Je n'aime pas la tournure que ça prend. Elle a donné cette intonation aguicheuse à sa voix à dessein, et le pire, c'est que ça ne me laisse pas indifférent. Je me relève alors brusquement, et étale sur mes bras le surplus de crème qui me reste entre les doigts. Surprise, et à la fois brusquement relâchée, Gabriel tourne son visage vers moi, qui me suis réinstallé sur ma serviette, et ne semble pas comprendre mon attitude.

— Tu n'avais pas fini. Pourquoi tu t'es relevé ?

— J'avais fini, rectifié-je. Tu peux très bien terminer toute seule.

Contrariée, elle expire bruyamment et se rassied sur le bout de tissu pour se badigeonner du reste de sa protection à une vitesse phénoménale. J'ai beau me forcer à paraître impassible, notre contact ne m'a pas laissé de marbre. Je ne sais foutrement pas pourquoi je suis à présent conscient de chacun de ses gestes, de la moindre de ses respirations. Fait chier ! J'ai besoin de marcher.

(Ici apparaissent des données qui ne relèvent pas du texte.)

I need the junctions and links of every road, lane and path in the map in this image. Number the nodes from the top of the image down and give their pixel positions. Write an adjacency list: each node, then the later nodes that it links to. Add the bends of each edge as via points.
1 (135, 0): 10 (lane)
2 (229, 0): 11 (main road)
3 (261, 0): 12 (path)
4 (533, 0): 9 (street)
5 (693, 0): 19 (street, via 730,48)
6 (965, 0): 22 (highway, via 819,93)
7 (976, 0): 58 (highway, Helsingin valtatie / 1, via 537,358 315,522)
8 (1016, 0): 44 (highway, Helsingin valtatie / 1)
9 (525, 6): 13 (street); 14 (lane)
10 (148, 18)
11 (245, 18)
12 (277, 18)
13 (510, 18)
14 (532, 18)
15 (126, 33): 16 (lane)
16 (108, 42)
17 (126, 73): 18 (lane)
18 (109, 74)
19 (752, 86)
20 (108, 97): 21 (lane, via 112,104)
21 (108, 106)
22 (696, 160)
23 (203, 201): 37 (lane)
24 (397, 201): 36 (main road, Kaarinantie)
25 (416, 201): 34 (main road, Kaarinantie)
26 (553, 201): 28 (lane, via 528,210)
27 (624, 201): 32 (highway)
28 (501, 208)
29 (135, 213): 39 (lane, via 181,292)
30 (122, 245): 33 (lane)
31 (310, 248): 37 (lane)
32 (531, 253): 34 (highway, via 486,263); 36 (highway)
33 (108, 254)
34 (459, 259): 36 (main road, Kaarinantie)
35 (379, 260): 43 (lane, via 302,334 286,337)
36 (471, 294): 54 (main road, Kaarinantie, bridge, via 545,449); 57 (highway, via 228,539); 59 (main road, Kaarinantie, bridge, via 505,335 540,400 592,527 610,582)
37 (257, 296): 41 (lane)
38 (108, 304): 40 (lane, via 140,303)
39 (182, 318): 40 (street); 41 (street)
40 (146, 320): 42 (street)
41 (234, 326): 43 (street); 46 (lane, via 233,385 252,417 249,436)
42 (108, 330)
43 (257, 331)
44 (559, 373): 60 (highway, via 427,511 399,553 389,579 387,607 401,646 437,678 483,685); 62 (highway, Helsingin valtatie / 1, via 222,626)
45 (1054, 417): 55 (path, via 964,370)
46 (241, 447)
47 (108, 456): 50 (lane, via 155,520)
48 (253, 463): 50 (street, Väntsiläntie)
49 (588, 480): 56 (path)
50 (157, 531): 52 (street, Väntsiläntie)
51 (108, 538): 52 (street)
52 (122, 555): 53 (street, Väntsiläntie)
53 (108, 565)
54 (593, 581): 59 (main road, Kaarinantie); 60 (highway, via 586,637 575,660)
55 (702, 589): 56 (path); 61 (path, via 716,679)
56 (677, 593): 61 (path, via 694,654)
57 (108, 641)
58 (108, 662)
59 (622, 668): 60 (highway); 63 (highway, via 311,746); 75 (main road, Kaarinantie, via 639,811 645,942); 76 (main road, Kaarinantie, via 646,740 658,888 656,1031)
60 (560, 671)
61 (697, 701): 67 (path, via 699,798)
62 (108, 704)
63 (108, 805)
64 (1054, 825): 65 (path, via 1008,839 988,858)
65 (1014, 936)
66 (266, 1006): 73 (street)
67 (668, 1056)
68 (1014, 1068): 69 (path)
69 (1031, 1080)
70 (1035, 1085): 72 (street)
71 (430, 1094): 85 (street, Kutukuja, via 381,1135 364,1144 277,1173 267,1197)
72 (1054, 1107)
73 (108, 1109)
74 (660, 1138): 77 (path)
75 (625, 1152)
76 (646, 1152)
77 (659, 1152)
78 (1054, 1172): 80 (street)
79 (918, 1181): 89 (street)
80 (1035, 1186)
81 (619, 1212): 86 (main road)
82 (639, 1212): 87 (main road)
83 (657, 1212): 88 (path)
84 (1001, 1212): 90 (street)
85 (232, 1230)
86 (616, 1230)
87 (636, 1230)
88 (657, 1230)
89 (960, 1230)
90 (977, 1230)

Je me lève pour me diriger vers l'étendue du Pacifique qui s'offre à nous. Quelques amis de Gabriel regagnent la rive pour aller s'étendre sur leur serviette et prendre un peu de soleil. Moi, j'essaie de faire le vide. Je saisis mon portable, fais défiler mes contacts jusqu'à ce que le nom de Queen m'arrête. J'hésite à lui envoyer un message, mais je crains de mal tomber. Je sais qu'elle préfère prendre l'initiative. Si ça correspond à mes envies, tant mieux, sinon tant pis. C'est la manière dont on fonctionne depuis six ans, et jamais ça n'a été autrement. Pas même lors de ma dernière dépression.